Jasin warf sich auf den Boden und stellte sich tot. Rya, die seine Schwester spielte, bückte sich über ihn und trauerte:

»Ich, als die Schwester von Herodes, verbiete euch den letzten Wunsch meines Bruders Herodes zu erfüllen.«

Levana : »Und so soll es geschehen!«

Dann stand Jasin wieder auf und alle lachten.

Bald schon kamen sie in den Genuss von richtigen Büchern.

»Wenn man ein Buch liest, dann wird man an einen anderen Ort versetzt und man kann dem Alltag entfliehen«, zitierte Rya stets ihre Mutter. Irgendwie war sie anders als die übrigen Mädchen. Rya war sehr kritisch, sie stellte alles immer erst in Frage, was man ihr erzählte.

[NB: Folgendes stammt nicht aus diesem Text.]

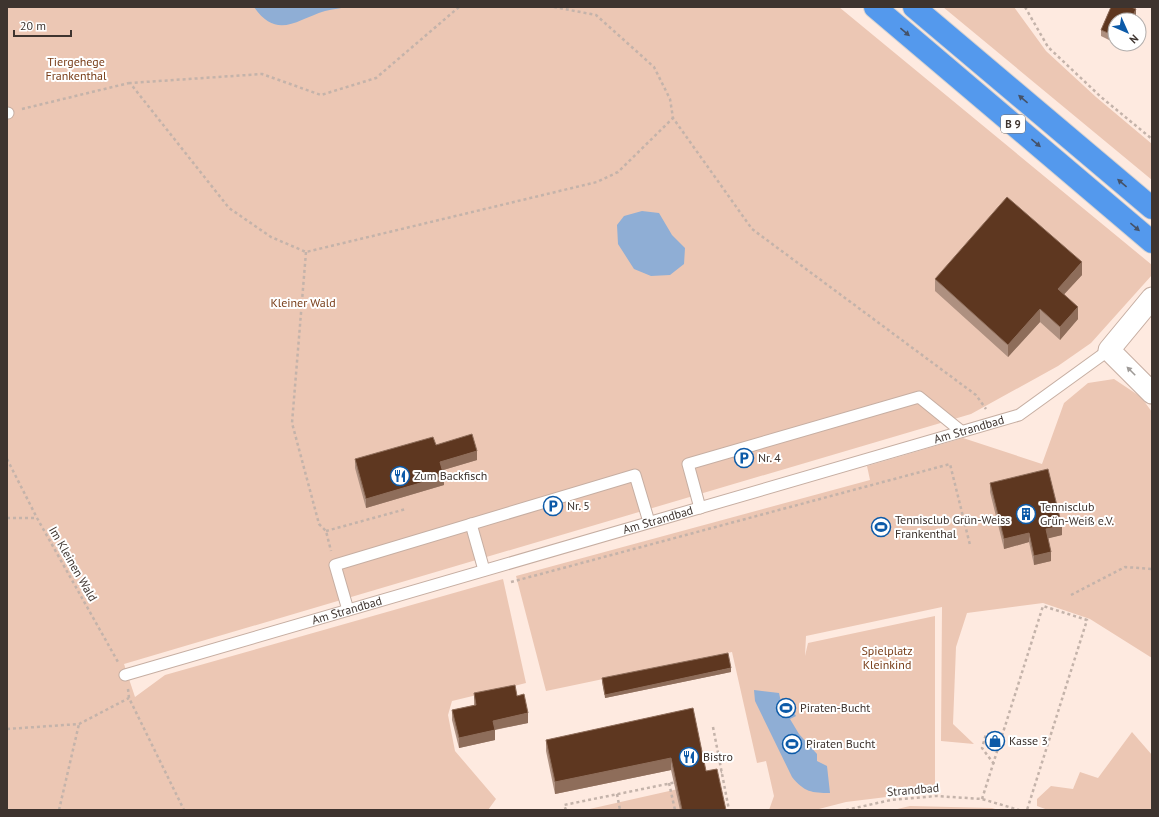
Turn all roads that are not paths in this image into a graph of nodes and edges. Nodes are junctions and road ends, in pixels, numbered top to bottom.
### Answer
1 (875, 7) edge
2 (914, 7) edge
3 (1152, 208) edge
4 (1152, 242) edge
5 (1152, 298) edge
6 (1109, 350) junction
7 (1152, 393) edge
8 (961, 432) junction
9 (700, 508) junction
10 (649, 522) junction
11 (471, 524) junction
12 (484, 570) junction
13 (348, 610) junction
14 (126, 675) road end

1 -> 4 highway, B 9
3 -> 2 highway, B 9
5 - 6 street, Am Strandbad
7 -> 6 street
6 - 8 lane, Am Strandbad
8 - 9 lane, Am Strandbad
8 - 9 lane
9 - 10 lane, Am Strandbad
10 - 11 lane
10 - 12 lane, Am Strandbad
11 - 12 lane
11 - 13 lane
12 - 13 lane, Am Strandbad
13 - 14 lane, Am Strandbad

Auch hatte sie schon früh eine Vorstellung davon, was sich gehörte und was nicht. Das hübsche Mädchen überzeugte und beeindruckte alle, weil sie gut reden und argumentierten konnte. Zwar hatte sie viele Bekannte, aber sie wollte nur Levana zur Freundin.

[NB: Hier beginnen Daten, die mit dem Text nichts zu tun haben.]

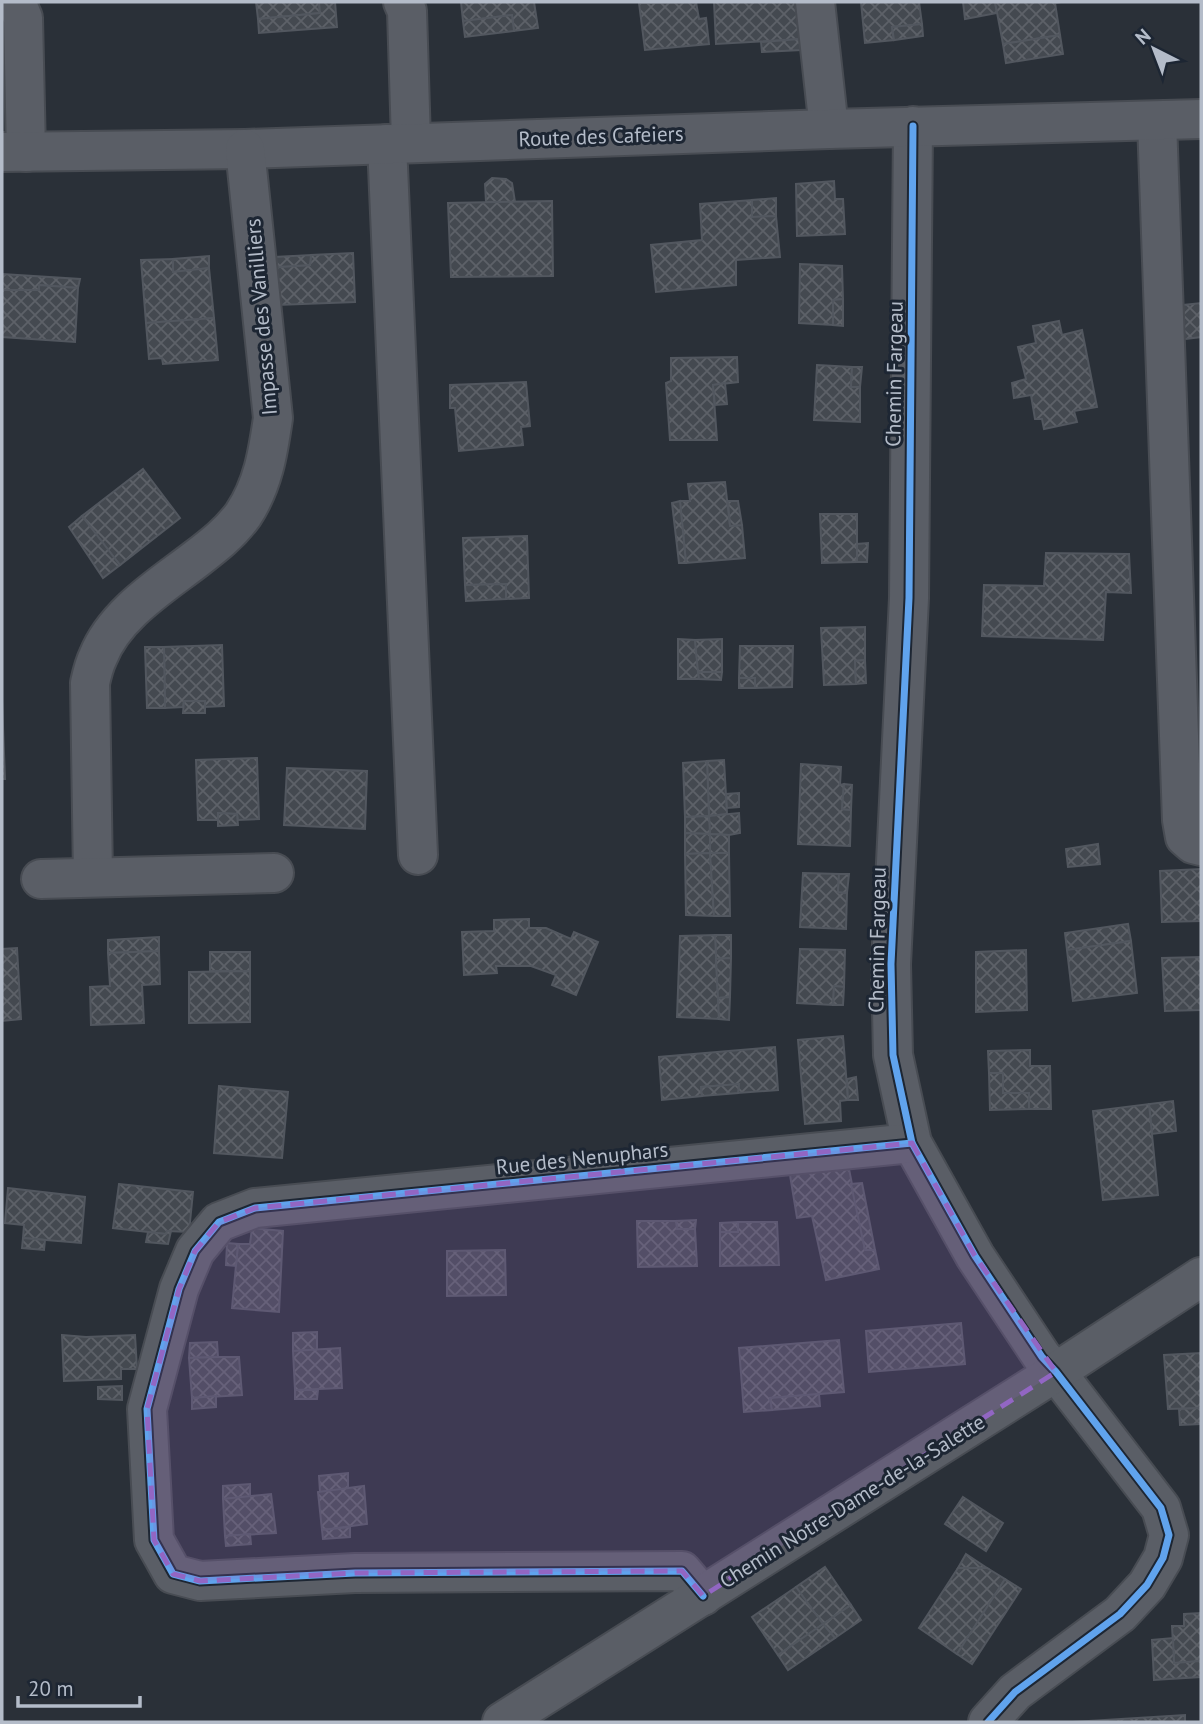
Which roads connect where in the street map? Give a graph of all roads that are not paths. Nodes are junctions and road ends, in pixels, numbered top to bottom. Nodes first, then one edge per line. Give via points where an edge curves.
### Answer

Auf der Schule herrschten Zucht und Ordnung. Früher schlug der Schuldiener ungezogenen Schülern mit der Peitsche auf die Hände oder den Hintern. Weil sich aber viele Eltern über die grausame Bestrafung lautstark beschwert hatten, setzte die Schule diese althergebrachte Erziehungsmethode jetzt sehr selten ein.

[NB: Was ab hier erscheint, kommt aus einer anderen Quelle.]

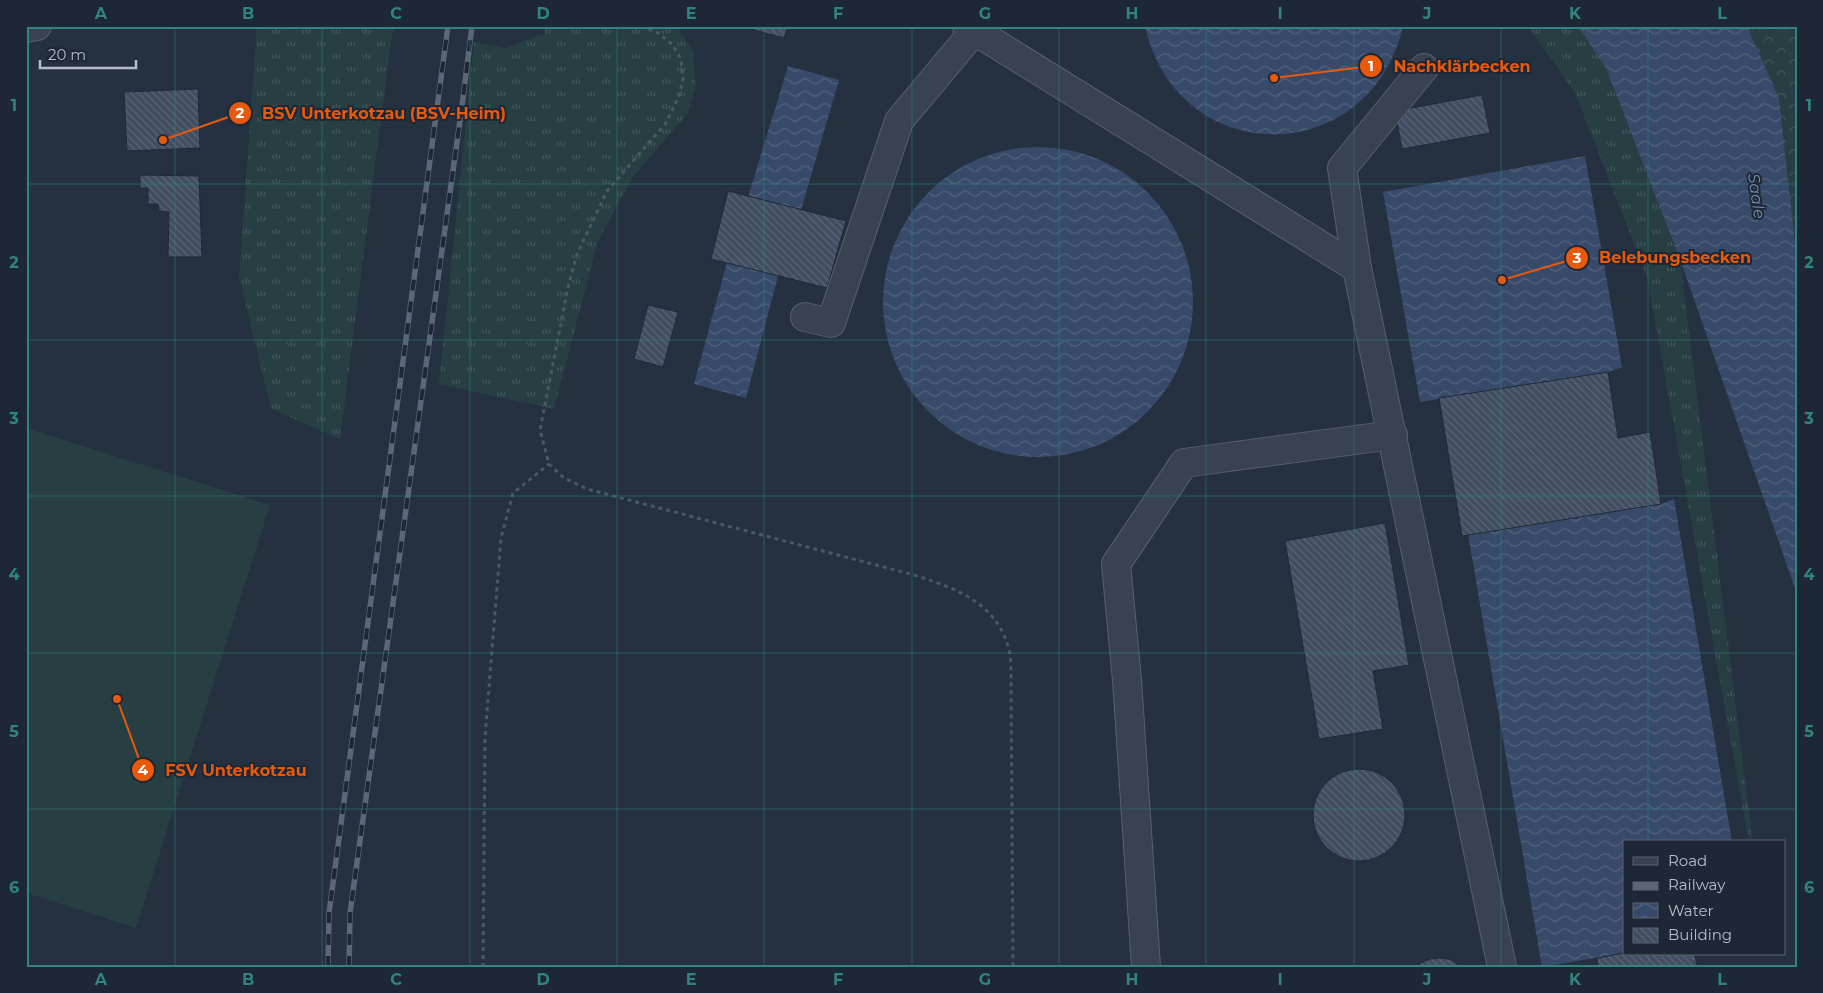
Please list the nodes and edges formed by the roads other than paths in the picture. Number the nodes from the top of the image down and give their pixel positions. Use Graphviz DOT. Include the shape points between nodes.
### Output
graph roads {
  1 [pos="37,26"];
  2 [pos="26,28"];
  3 [pos="971,28"];
  4 [pos="1424,68"];
  5 [pos="1357,268"];
  6 [pos="804,317"];
  7 [pos="1393,436"];
  8 [pos="1146,967"];
  9 [pos="1502,967"];
  1 -- 2 [label="street"];
  3 -- 5 [label="street"];
  3 -- 6 [label="street" via="899,121 832,323"];
  4 -- 5 [label="street" via="1342,168"];
  5 -- 7 [label="street"];
  7 -- 8 [label="street" via="1184,463 1116,564 1128,690"];
  7 -- 9 [label="street"];
}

Eines Tages hängte Jasin eine Flagge im Zelt auf, die er während seiner Reisen mit seinen Eltern in Burma gekauft hatte. Auf dem Tuch war ein tanzender Pfau abgebildet. Rya war ganz begeistert und deutete auf die Flagge: »Levana schau, das ist der Pfau, von dem ich einmal geträumt habe, erinnerst du dich noch?«

»Das ist doch kein Pfau, sondern ein Huhn! Ein Pfau sieht anders aus«, ärgerte Levana ihre Freundin. Dann sah sie sich die Flagge genauer an und lächelte.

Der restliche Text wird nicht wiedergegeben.